(Activity): Could you show all lines in the entries below that contain the string "Boulevard"?

Collected data

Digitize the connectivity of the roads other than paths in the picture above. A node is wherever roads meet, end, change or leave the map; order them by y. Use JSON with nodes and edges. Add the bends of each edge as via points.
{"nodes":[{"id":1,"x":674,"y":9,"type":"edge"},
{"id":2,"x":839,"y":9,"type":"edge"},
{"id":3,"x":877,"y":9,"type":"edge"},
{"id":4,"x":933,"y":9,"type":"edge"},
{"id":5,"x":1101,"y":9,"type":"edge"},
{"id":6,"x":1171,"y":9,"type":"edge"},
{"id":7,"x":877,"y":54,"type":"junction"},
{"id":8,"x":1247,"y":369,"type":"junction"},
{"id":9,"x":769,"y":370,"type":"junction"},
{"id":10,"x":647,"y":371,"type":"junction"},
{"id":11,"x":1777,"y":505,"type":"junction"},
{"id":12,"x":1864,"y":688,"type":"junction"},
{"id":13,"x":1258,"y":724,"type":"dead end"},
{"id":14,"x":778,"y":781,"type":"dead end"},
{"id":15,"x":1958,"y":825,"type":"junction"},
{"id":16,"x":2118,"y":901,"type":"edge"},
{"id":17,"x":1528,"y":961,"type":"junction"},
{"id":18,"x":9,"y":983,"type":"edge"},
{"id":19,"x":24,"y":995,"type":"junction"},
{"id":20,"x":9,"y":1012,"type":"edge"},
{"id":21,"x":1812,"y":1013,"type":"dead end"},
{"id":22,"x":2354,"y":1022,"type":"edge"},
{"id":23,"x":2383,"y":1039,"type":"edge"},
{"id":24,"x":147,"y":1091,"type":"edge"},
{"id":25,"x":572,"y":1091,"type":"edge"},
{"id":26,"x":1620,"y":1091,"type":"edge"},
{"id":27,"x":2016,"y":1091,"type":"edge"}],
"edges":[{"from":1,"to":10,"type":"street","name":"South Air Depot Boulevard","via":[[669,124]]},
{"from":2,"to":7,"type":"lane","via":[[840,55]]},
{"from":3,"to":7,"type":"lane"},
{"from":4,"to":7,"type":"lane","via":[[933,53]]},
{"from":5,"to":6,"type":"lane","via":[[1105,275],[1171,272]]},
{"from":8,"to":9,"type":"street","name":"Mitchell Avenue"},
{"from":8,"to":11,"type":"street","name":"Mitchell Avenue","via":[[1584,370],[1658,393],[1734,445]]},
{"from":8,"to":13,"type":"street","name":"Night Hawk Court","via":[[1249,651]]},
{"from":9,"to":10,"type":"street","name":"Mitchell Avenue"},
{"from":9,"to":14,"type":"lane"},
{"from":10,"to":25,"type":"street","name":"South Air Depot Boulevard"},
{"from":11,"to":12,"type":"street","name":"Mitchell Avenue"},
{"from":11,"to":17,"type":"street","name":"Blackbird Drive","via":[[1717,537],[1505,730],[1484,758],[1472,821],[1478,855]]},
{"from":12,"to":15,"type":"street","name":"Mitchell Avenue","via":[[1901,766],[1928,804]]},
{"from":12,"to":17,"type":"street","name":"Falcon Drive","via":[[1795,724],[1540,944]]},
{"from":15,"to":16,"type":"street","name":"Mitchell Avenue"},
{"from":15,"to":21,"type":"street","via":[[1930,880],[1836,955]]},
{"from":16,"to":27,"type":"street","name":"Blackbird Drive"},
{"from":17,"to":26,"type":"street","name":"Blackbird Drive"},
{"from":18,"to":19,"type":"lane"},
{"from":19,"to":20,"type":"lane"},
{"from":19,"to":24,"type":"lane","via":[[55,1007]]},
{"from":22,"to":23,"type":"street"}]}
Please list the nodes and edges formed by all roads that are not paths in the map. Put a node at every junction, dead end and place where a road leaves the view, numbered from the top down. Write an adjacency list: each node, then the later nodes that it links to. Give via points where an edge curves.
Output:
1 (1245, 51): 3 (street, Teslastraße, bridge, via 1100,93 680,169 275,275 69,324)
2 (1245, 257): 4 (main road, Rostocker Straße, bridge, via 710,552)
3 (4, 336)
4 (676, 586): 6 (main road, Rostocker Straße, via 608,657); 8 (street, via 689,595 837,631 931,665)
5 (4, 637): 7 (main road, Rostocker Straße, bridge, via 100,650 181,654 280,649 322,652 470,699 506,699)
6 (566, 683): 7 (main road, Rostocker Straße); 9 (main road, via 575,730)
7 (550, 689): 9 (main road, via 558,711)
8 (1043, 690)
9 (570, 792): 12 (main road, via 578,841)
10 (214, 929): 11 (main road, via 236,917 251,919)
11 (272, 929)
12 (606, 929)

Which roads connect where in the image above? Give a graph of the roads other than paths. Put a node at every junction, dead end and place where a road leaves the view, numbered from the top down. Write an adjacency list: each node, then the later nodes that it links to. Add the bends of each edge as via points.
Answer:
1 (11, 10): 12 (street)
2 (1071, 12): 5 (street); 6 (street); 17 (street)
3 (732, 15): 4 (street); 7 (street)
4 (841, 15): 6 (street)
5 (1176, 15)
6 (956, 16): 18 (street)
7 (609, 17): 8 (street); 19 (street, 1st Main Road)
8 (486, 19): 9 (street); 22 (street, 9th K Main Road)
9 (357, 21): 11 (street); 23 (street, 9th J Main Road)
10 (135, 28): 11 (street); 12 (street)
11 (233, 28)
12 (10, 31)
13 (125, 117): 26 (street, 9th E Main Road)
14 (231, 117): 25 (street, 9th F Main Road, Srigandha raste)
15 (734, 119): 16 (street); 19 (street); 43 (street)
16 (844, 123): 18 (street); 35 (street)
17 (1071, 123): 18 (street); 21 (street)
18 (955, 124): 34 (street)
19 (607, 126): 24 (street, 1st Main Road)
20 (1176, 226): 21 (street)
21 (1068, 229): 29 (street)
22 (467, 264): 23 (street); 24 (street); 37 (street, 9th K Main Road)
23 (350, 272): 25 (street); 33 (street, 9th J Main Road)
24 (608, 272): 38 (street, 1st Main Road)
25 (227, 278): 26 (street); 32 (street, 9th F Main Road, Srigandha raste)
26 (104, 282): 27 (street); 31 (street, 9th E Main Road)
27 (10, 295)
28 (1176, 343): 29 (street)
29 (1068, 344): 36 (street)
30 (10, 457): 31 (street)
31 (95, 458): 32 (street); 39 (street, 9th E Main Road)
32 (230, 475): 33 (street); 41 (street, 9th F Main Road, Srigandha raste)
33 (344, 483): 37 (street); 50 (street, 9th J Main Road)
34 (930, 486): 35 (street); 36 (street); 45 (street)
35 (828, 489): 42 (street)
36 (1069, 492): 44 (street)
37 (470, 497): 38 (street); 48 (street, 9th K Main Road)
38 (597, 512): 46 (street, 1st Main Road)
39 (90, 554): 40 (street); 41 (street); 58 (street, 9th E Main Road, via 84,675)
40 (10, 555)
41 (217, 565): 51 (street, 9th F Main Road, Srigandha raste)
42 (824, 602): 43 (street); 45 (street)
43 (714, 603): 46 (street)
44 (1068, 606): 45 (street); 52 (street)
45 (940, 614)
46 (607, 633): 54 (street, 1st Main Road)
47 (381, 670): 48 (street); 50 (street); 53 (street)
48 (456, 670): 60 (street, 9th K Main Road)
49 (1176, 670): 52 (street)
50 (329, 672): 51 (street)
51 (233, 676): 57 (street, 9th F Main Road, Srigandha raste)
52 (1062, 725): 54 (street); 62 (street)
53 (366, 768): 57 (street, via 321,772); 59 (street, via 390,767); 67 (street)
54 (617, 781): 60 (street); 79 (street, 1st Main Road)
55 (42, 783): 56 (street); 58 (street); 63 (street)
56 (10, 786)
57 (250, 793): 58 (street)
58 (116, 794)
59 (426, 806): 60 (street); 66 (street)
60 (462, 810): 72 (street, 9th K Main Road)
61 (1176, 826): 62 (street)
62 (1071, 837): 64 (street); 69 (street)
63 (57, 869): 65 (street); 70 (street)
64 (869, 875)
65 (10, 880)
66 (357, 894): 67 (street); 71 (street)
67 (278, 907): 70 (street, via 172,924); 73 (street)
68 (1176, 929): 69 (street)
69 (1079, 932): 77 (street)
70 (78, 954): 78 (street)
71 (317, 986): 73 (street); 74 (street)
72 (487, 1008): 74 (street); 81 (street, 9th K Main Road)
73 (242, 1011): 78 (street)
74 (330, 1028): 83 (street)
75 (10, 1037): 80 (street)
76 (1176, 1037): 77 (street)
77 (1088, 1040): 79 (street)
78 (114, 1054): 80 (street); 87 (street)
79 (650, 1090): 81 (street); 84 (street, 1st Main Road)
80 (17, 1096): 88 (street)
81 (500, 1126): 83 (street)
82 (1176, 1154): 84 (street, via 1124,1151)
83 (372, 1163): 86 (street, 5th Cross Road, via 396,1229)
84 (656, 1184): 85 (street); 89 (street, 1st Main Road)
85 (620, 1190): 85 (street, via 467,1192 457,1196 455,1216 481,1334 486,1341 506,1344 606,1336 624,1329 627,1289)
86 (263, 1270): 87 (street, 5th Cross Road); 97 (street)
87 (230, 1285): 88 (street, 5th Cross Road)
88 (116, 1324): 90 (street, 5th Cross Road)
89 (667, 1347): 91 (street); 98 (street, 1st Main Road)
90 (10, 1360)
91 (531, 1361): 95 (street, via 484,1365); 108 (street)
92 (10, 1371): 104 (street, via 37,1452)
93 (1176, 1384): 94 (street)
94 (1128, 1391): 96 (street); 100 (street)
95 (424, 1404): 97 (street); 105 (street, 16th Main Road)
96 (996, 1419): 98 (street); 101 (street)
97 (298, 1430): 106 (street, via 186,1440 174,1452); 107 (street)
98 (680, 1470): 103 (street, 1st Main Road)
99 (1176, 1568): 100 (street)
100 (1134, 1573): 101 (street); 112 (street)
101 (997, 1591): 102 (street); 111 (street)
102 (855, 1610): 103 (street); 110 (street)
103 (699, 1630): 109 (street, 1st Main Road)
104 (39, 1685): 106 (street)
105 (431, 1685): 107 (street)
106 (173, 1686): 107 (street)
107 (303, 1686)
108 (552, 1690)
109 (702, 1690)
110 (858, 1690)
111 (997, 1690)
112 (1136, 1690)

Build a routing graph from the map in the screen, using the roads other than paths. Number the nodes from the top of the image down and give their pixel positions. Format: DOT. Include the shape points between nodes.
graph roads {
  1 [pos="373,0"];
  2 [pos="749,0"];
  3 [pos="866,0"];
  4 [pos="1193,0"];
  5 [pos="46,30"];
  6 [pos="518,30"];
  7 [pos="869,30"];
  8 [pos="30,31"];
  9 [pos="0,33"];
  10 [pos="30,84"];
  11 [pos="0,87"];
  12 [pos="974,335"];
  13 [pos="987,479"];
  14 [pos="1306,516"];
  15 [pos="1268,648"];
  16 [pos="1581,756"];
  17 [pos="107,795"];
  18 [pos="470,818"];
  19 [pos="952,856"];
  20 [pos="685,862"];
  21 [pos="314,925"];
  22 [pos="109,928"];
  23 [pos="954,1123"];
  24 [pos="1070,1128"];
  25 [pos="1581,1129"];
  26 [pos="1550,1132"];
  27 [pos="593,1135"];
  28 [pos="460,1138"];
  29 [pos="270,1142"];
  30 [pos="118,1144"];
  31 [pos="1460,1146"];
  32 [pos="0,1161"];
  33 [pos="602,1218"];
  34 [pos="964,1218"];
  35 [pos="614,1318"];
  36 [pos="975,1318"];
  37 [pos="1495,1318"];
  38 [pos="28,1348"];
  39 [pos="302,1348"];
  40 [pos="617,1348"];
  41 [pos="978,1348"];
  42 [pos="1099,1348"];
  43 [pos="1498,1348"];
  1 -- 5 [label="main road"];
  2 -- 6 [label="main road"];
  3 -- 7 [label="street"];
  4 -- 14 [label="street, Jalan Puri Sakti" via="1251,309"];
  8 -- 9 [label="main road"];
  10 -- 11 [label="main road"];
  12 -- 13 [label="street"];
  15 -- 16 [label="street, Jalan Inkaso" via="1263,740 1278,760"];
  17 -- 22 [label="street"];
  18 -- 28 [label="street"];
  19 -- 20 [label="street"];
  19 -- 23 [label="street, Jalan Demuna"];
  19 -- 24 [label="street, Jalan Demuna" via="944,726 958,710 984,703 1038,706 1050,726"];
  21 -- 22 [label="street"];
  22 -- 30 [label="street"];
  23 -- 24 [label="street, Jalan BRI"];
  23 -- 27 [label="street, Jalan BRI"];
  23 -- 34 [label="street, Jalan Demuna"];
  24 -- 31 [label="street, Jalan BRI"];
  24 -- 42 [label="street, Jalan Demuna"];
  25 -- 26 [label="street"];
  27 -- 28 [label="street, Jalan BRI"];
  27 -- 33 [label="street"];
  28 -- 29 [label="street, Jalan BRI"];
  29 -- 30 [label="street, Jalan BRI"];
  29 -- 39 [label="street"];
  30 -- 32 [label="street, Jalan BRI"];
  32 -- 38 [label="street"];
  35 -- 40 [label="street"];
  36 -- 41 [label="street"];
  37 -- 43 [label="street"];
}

(Task response):
"edges":[{"from":1,"to":10,"type":"street","name":"South Air Depot Boulevard","via":[[669,124]]},
{"from":10,"to":25,"type":"street","name":"South Air Depot Boulevard"},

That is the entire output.